The Court of Appeal have handed down their judgment in the NRAM appeal case which has important implications for how loan agreements are constructed

We considered the NRAM decision at first instance in January 2015 and our briefing can be found here.


Prior to 6 April 2008, under section 8(2) of the Consumer Credit Act 1974 (the Act), a consumer credit agreement was regulated if the amount of credit provided did not exceed £25,000. Many lenders used the same form of agreement whether a loan was more or less than £25,000 because a single set of documentation for all lending was preferable for operational reasons.

Northern Rock Asset Management (NRAM), the taxpayer owned company managing Northern Rock’s mortgage back book has approximately 41,000 borrowers in receipt of more than £25,000 of credit and whose credit agreements, pre-contract information and loan offer documentation repeatedly stated the agreement was “regulated under the Consumer Credit Act 1974,” despite exceeding the £25,000 limit under section 8(2).

The issue for the Court of Appeal was whether the rights and remedies available under the Act, or protections equivalent to such rights and remedies, were incorporated into these unregulated agreements notwithstanding that they fell outside the statutory scheme.

The size of the issue

The availability of the rights and remedies under the Act was important because NRAM had not implemented the requirements of section 77A correctly, by not stating the amount of credit originally provided to the borrower with the effect that the debtor has no liability to pay interest or charges in respect of the period of non-compliance.

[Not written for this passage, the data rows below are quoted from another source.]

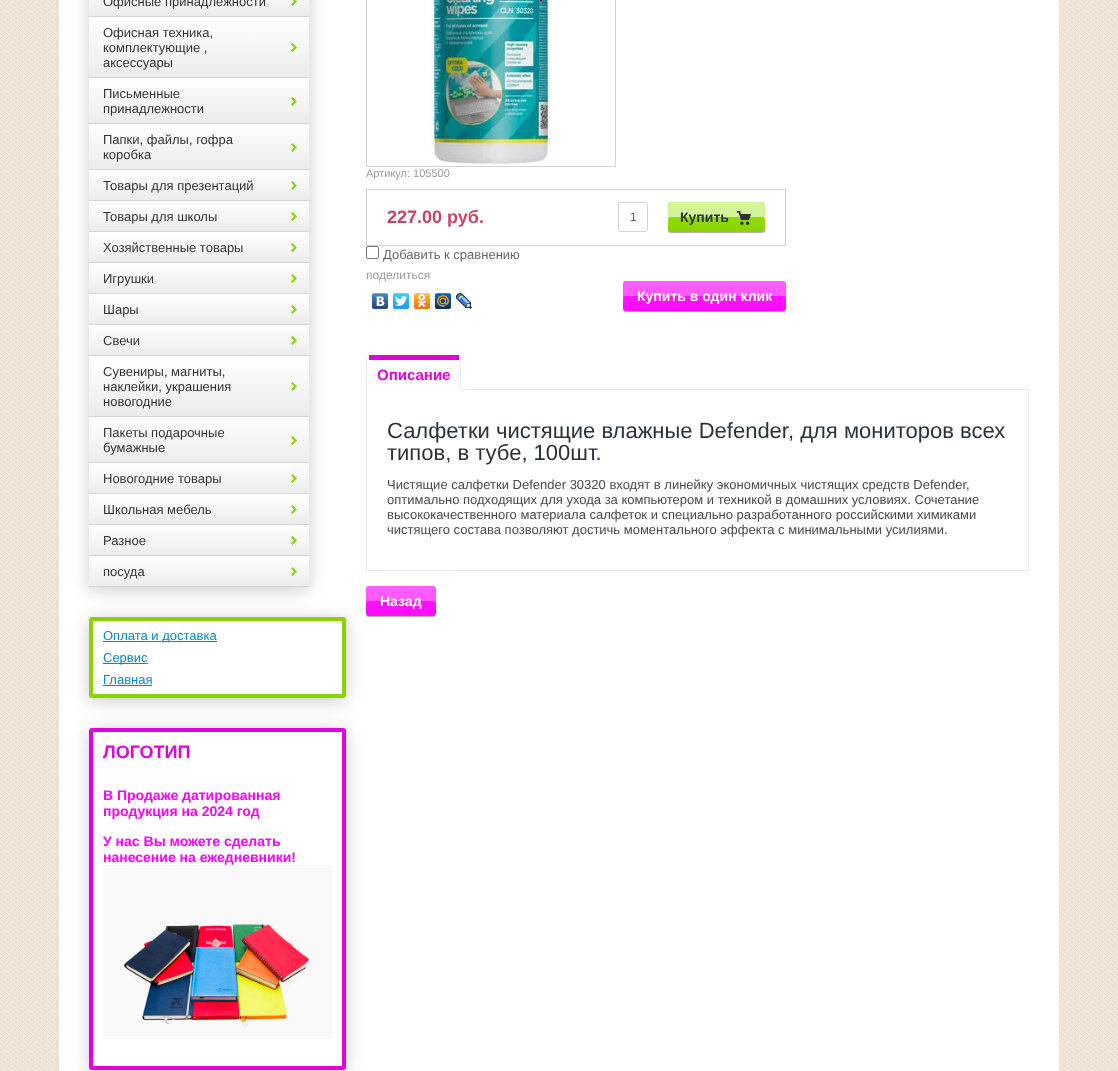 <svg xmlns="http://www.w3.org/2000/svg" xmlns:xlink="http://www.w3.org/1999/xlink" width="1118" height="1071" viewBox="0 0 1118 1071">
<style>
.cls-1{font:13px Liberation Sans;fill:#333333}
.cls-2{font:13px Liberation Sans;fill:#0088cc}
.cls-3{font:bold 18px Liberation Sans;fill:#e200df}
.cls-4{font:bold 14px Liberation Sans;fill:#ff00ff}
.cls-5{font:11px Liberation Sans;fill:#999999}
.cls-6{font:bold 18px Liberation Sans;fill:#c84663}
.cls-7{font:12px Liberation Sans;fill:#666666}
.cls-8{font:bold 14px Liberation Sans;fill:#333333}
.cls-9{font:13px Liberation Sans;fill:#666666}
.cls-10{font:12px Liberation Sans;fill:#999999}
.cls-11{font:bold 14px Liberation Sans;fill:#ffffff}
.cls-12{font:bold 15px Liberation Sans;fill:#e200df}
.cls-13{font:22px Liberation Sans;fill:#2b333a}
.cls-14{font:13px Liberation Sans;fill:#494949}
</style>
<defs>
<linearGradient id="g1" gradientUnits="userSpaceOnUse" x1="199" y1="17" x2="199" y2="-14"><stop offset="0" stop-color="#ebebeb"/><stop offset="1" stop-color="#ffffff"/></linearGradient>
<linearGradient id="g2" gradientUnits="userSpaceOnUse" x1="199" y1="78" x2="199" y2="17"><stop offset="0" stop-color="#ebebeb"/><stop offset="1" stop-color="#ffffff"/></linearGradient>
<linearGradient id="g3" gradientUnits="userSpaceOnUse" x1="199" y1="124" x2="199" y2="78"><stop offset="0" stop-color="#ebebeb"/><stop offset="1" stop-color="#ffffff"/></linearGradient>
<linearGradient id="g4" gradientUnits="userSpaceOnUse" x1="199" y1="170" x2="199" y2="124"><stop offset="0" stop-color="#ebebeb"/><stop offset="1" stop-color="#ffffff"/></linearGradient>
<linearGradient id="g5" gradientUnits="userSpaceOnUse" x1="199" y1="201" x2="199" y2="170"><stop offset="0" stop-color="#ebebeb"/><stop offset="1" stop-color="#ffffff"/></linearGradient>
<linearGradient id="g6" gradientUnits="userSpaceOnUse" x1="199" y1="232" x2="199" y2="201"><stop offset="0" stop-color="#ebebeb"/><stop offset="1" stop-color="#ffffff"/></linearGradient>
<linearGradient id="g7" gradientUnits="userSpaceOnUse" x1="199" y1="263" x2="199" y2="232"><stop offset="0" stop-color="#ebebeb"/><stop offset="1" stop-color="#ffffff"/></linearGradient>
<linearGradient id="g8" gradientUnits="userSpaceOnUse" x1="199" y1="294" x2="199" y2="263"><stop offset="0" stop-color="#ebebeb"/><stop offset="1" stop-color="#ffffff"/></linearGradient>
<linearGradient id="g9" gradientUnits="userSpaceOnUse" x1="199" y1="325" x2="199" y2="294"><stop offset="0" stop-color="#ebebeb"/><stop offset="1" stop-color="#ffffff"/></linearGradient>
<linearGradient id="g10" gradientUnits="userSpaceOnUse" x1="199" y1="356" x2="199" y2="325"><stop offset="0" stop-color="#ebebeb"/><stop offset="1" stop-color="#ffffff"/></linearGradient>
<linearGradient id="g11" gradientUnits="userSpaceOnUse" x1="199" y1="417" x2="199" y2="356"><stop offset="0" stop-color="#ebebeb"/><stop offset="1" stop-color="#ffffff"/></linearGradient>
<linearGradient id="g12" gradientUnits="userSpaceOnUse" x1="199" y1="463" x2="199" y2="417"><stop offset="0" stop-color="#ebebeb"/><stop offset="1" stop-color="#ffffff"/></linearGradient>
<linearGradient id="g13" gradientUnits="userSpaceOnUse" x1="199" y1="494" x2="199" y2="463"><stop offset="0" stop-color="#ebebeb"/><stop offset="1" stop-color="#ffffff"/></linearGradient>
<linearGradient id="g14" gradientUnits="userSpaceOnUse" x1="199" y1="525" x2="199" y2="494"><stop offset="0" stop-color="#ebebeb"/><stop offset="1" stop-color="#ffffff"/></linearGradient>
<linearGradient id="g15" gradientUnits="userSpaceOnUse" x1="199" y1="556" x2="199" y2="525"><stop offset="0" stop-color="#ebebeb"/><stop offset="1" stop-color="#ffffff"/></linearGradient>
<linearGradient id="g16" gradientUnits="userSpaceOnUse" x1="199" y1="587" x2="199" y2="556"><stop offset="0" stop-color="#ebebeb"/><stop offset="1" stop-color="#ffffff"/></linearGradient>
<clipPath id="clip1"><path d="M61 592H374V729H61ZM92 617H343C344.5 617 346 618.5 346 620V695C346 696.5 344.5 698 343 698H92C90.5 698 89 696.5 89 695V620C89 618.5 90.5 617 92 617Z" clip-rule="evenodd"/></clipPath>
<clipPath id="clip2"><path d="M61 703H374V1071H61ZM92 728H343C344.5 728 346 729.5 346 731V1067C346 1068.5 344.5 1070 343 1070H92C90.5 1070 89 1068.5 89 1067V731C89 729.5 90.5 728 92 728Z" clip-rule="evenodd"/></clipPath>
<linearGradient id="g17" gradientUnits="userSpaceOnUse" x1="717" y1="202" x2="717" y2="232"><stop offset="0" stop-color="#96e700"/><stop offset="1" stop-color="#89d300"/></linearGradient>
<linearGradient id="g18" gradientUnits="userSpaceOnUse" x1="705" y1="281" x2="705" y2="311"><stop offset="0" stop-color="#ff16fc"/><stop offset="1" stop-color="#ff0cfc"/></linearGradient>
<linearGradient id="g19" gradientUnits="userSpaceOnUse" x1="401" y1="586" x2="401" y2="616"><stop offset="0" stop-color="#ff16fc"/><stop offset="1" stop-color="#ff0cfc"/></linearGradient>
</defs>
<rect width="100%" height="100%" fill="#efe6d7"/>
<image xlink:href="image0.png" x="0" y="0" width="1118" height="1071"/>
<rect fill="#ffffff" x="59" y="0" width="1000" height="1071"/>
<rect fill="#000000" fill-opacity="0.2" filter="blur(9px)" x="89" y="-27" width="220" height="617"/>
<rect fill="url(#g1)" x="89" y="0" width="220" height="16"/>
<rect fill="#d4d4d4" x="89" y="16" width="220" height="1"/>
<image xlink:href="image1.png" x="291" y="0" width="6" height="6"/>
<rect fill="url(#g2)" x="89" y="17" width="220" height="60"/>
<rect fill="#d4d4d4" x="89" y="77" width="220" height="1"/>
<image xlink:href="image2.png" x="291" y="43" width="6" height="9"/>
<rect fill="url(#g3)" x="89" y="78" width="220" height="45"/>
<rect fill="#d4d4d4" x="89" y="123" width="220" height="1"/>
<image xlink:href="image3.png" x="291" y="97" width="6" height="9"/>
<rect fill="url(#g4)" x="89" y="124" width="220" height="45"/>
<rect fill="#d4d4d4" x="89" y="169" width="220" height="1"/>
<image xlink:href="image3.png" x="291" y="143" width="6" height="9"/>
<rect fill="url(#g5)" x="89" y="170" width="220" height="30"/>
<rect fill="#d4d4d4" x="89" y="200" width="220" height="1"/>
<image xlink:href="image4.png" x="291" y="181" width="6" height="9"/>
<rect fill="url(#g6)" x="89" y="201" width="220" height="30"/>
<rect fill="#d4d4d4" x="89" y="231" width="220" height="1"/>
<image xlink:href="image4.png" x="291" y="212" width="6" height="9"/>
<rect fill="url(#g7)" x="89" y="232" width="220" height="30"/>
<rect fill="#d4d4d4" x="89" y="262" width="220" height="1"/>
<image xlink:href="image4.png" x="291" y="243" width="6" height="9"/>
<rect fill="url(#g8)" x="89" y="263" width="220" height="30"/>
<rect fill="#d4d4d4" x="89" y="293" width="220" height="1"/>
<image xlink:href="image4.png" x="291" y="274" width="6" height="9"/>
<rect fill="url(#g9)" x="89" y="294" width="220" height="30"/>
<rect fill="#d4d4d4" x="89" y="324" width="220" height="1"/>
<image xlink:href="image4.png" x="291" y="305" width="6" height="9"/>
<rect fill="url(#g10)" x="89" y="325" width="220" height="30"/>
<rect fill="#d4d4d4" x="89" y="355" width="220" height="1"/>
<image xlink:href="image4.png" x="291" y="336" width="6" height="9"/>
<rect fill="url(#g11)" x="89" y="356" width="220" height="60"/>
<rect fill="#d4d4d4" x="89" y="416" width="220" height="1"/>
<image xlink:href="image2.png" x="291" y="382" width="6" height="9"/>
<rect fill="url(#g12)" x="89" y="417" width="220" height="45"/>
<rect fill="#d4d4d4" x="89" y="462" width="220" height="1"/>
<image xlink:href="image3.png" x="291" y="436" width="6" height="9"/>
<rect fill="url(#g13)" x="89" y="463" width="220" height="30"/>
<rect fill="#d4d4d4" x="89" y="493" width="220" height="1"/>
<image xlink:href="image4.png" x="291" y="474" width="6" height="9"/>
<rect fill="url(#g14)" x="89" y="494" width="220" height="30"/>
<rect fill="#d4d4d4" x="89" y="524" width="220" height="1"/>
<image xlink:href="image4.png" x="291" y="505" width="6" height="9"/>
<rect fill="url(#g15)" x="89" y="525" width="220" height="30"/>
<rect fill="#d4d4d4" x="89" y="555" width="220" height="1"/>
<image xlink:href="image4.png" x="291" y="536" width="6" height="9"/>
<rect fill="url(#g16)" x="89" y="556" width="220" height="30"/>
<rect fill="#d4d4d4" x="89" y="586" width="220" height="1"/>
<image xlink:href="image4.png" x="291" y="567" width="6" height="9"/>
<g clip-path="url(#clip1)">
<rect fill="#000000" fill-opacity="0.2" filter="blur(9px)" x="89" y="620" width="257" height="81" rx="3"/>
</g>
<rect fill="none" stroke="#89d300" stroke-width="4" x="91" y="619" width="253" height="77" rx="1"/>
<rect fill="#0088cc" x="103" y="641" width="114" height="1"/>
<rect fill="#0088cc" x="103" y="663" width="45" height="1"/>
<rect fill="#0088cc" x="103" y="685" width="49" height="1"/>
<g clip-path="url(#clip2)">
<rect fill="#000000" fill-opacity="0.2" filter="blur(9px)" x="89" y="731" width="257" height="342" rx="3"/>
</g>
<rect fill="none" stroke="#e200df" stroke-width="4" x="91" y="730" width="253" height="338" rx="1"/>
<image xlink:href="image5.png" x="103" y="865" width="229" height="174"/>
<rect fill="none" stroke="#d3d3d3" x="366.5" y="-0.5" width="249" height="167"/>
<image xlink:href="image6.png" x="431" y="0" width="120" height="165"/>
<rect fill="none" stroke="#d3d3d3" x="366.5" y="189.5" width="419" height="56"/>
<rect fill="none" stroke="#d3d3d3" x="618.5" y="202.5" width="29" height="29" rx="2.5"/>
<rect fill="#000000" fill-opacity="0.3" filter="blur(0.5px)" x="668" y="203" width="97" height="30" rx="3"/>
<rect fill="url(#g17)" x="668" y="202" width="97" height="30" rx="3"/>
<path fill="#ffffff" fill-opacity="0.6" d="M671 217H762C764 217 765 218 765 220C765 199 769 202 747 202H686C664 202 668 199 668 220C668 218 669 217 671 217Z"/>
<image xlink:href="image7.png" x="737" y="211" width="14" height="14"/>
<rect fill="none" stroke="#767676" x="366.5" y="246.5" width="12" height="12" rx="1.5"/>
<image xlink:href="image8.png" x="372" y="293" width="16" height="16"/>
<image xlink:href="image9.png" x="393" y="293" width="16" height="16"/>
<image xlink:href="image10.png" x="414" y="293" width="16" height="16"/>
<image xlink:href="image11.png" x="435" y="293" width="16" height="16"/>
<image xlink:href="image12.png" x="456" y="293" width="16" height="16"/>
<rect fill="#000000" fill-opacity="0.3" filter="blur(0.5px)" x="623" y="282" width="163" height="30" rx="3"/>
<rect fill="url(#g18)" x="623" y="281" width="163" height="30" rx="3"/>
<path fill="#ffffff" fill-opacity="0.3" d="M626 296H783C785 296 786 297 786 299V284C786 282 785 281 783 281H626C624 281 623 282 623 284V299C623 297 624 296 626 296Z"/>
<rect fill="none" stroke="#e7ebee" x="366.5" y="389.5" width="662" height="181"/>
<path fill="#ffffff" d="M369 355H458C459 355 460 356 460 358V390H367V358C367 356 368 355 369 355Z"/>
<rect fill="#e7ebee" x="460" y="357" width="1" height="33"/>
<rect fill="#e7ebee" x="366" y="357" width="1" height="33"/>
<rect fill="#e200df" x="369" y="355" width="90" height="5"/>
<rect fill="#000000" fill-opacity="0.3" filter="blur(0.5px)" x="366" y="587" width="70" height="30" rx="3"/>
<rect fill="url(#g19)" x="366" y="586" width="70" height="30" rx="3"/>
<path fill="#ffffff" fill-opacity="0.3" d="M369 601H433C435 601 436 602 436 604V589C436 587 435 586 433 586H369C367 586 366 587 366 589V604C366 602 367 601 369 601Z"/>
<text class="cls-1" x="103" y="6">Офисные принадлежности</text>
<text class="cls-1"><tspan x="103" y="37">Офисная техника,</tspan><tspan x="103" y="52">комплектующие ,</tspan><tspan x="103" y="67">аксессуары</tspan></text>
<text class="cls-1"><tspan x="103" y="98">Письменные</tspan><tspan x="103" y="113">принадлежности</tspan></text>
<text class="cls-1"><tspan x="103" y="144">Папки, файлы, гофра</tspan><tspan x="103" y="159">коробка</tspan></text>
<text class="cls-1" x="103" y="190">Товары для презентаций</text>
<text class="cls-1" x="103" y="221">Товары для школы</text>
<text class="cls-1" x="103" y="252">Хозяйственные товары</text>
<text class="cls-1" x="103" y="283">Игрушки</text>
<text class="cls-1" x="103" y="314">Шары</text>
<text class="cls-1" x="103" y="345">Свечи</text>
<text class="cls-1"><tspan x="103" y="376">Сувениры, магниты,</tspan><tspan x="103" y="391">наклейки, украшения</tspan><tspan x="103" y="406">новогодние</tspan></text>
<text class="cls-1"><tspan x="103" y="437">Пакеты подарочные</tspan><tspan x="103" y="452">бумажные</tspan></text>
<text class="cls-1" x="103" y="483">Новогодние товары</text>
<text class="cls-1" x="103" y="514">Школьная мебель</text>
<text class="cls-1" x="103" y="545">Разное</text>
<text class="cls-1" x="103" y="576">посуда</text>
<text class="cls-2"><tspan x="103" y="640">Оплата и доставка</tspan><tspan x="103" y="662">Сервис</tspan><tspan x="103" y="684">Главная</tspan></text>
<text class="cls-3" x="103" y="758">ЛОГОТИП</text>
<text class="cls-4"><tspan x="103" y="800">В Продаже датированная</tspan><tspan x="103" y="816">продукция на 2024 год</tspan></text>
<text class="cls-4"><tspan x="103" y="846">У нас Вы можете сделать</tspan><tspan x="103" y="862">нанесение на ежедневники!</tspan></text>
<text class="cls-5" x="366" y="177">Артикул: 105500</text>
<text class="cls-6" x="387" y="223">227.00 руб.</text>
<text class="cls-7" x="630" y="221">1</text>
<text class="cls-8" x="680" y="222">Купить</text>
<text class="cls-9" x="383" y="259">Добавить к сравнению</text>
<text class="cls-10" x="366" y="279">поделиться</text>
<text class="cls-11" x="637" y="301">Купить в один клик</text>
<text class="cls-12" x="377" y="380">Описание</text>
<text class="cls-13"><tspan x="387" y="438">Салфетки чистящие влажные Defender, для мониторов всех</tspan><tspan x="387" y="460">типов, в тубе, 100шт.</tspan></text>
<text class="cls-14"><tspan x="387" y="489">Чистящие салфетки Defender 30320 входят в линейку экономичных чистящих средств Defender,</tspan><tspan x="387" y="504">оптимально подходящих для ухода за компьютером и техникой в домашних условиях. Сочетание</tspan><tspan x="387" y="519">высококачественного материала салфеток и специально разработанного российскими химиками</tspan><tspan x="387" y="534">чистящего состава позволяют достичь моментального эффекта с минимальными усилиями.</tspan></text>
<text class="cls-11" x="380" y="606">Назад</text>
</svg>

NRAM provided redress to those borrowers with regulated agreements but not to those borrowers with unregulated agreements for credit over £25,000 on the basis that those borrowers did not have any rights under section 77A. If they were required to provide redress to these borrowers the cost to NRAM was stated to be £258million.

The Commercial Court at first instance concluded that, on a proper construction of the loan agreement, it should be treated as if it were a regulated agreement.

Decision of the Court of Appeal

Lady Justice Gloster identified five issues the Court needed to address:

Was it possible to ‘contract into' the Act?

The court identified that whilst it was possible to contract into the Act, as it contained many provisions emphasising the importance of regulations made under the Act and the role of the Court in enforcing any regulated agreement, it would require very clear wording before the Court could conclude that was in fact the parties’ intention. Such wording was not utilised in the NRAM loan documentation.

On a true construction of the loan agreement, were the provisions of the Act were incorporated?

The Court ruled that as some fundamental provisions of the Act could not legitimately be incorporated into the contract by agreement (such as the imposition of criminal sanctions) then, in the absence of evidence of the parties’ shared intention to the contrary, the remaining provisions could also not be incorporated. Essentially, if the parties had intended to only include certain provisions, they should have clearly stated so.

Had NRAM expressly or impliedly agreed the borrower would have the protection offered by the Act?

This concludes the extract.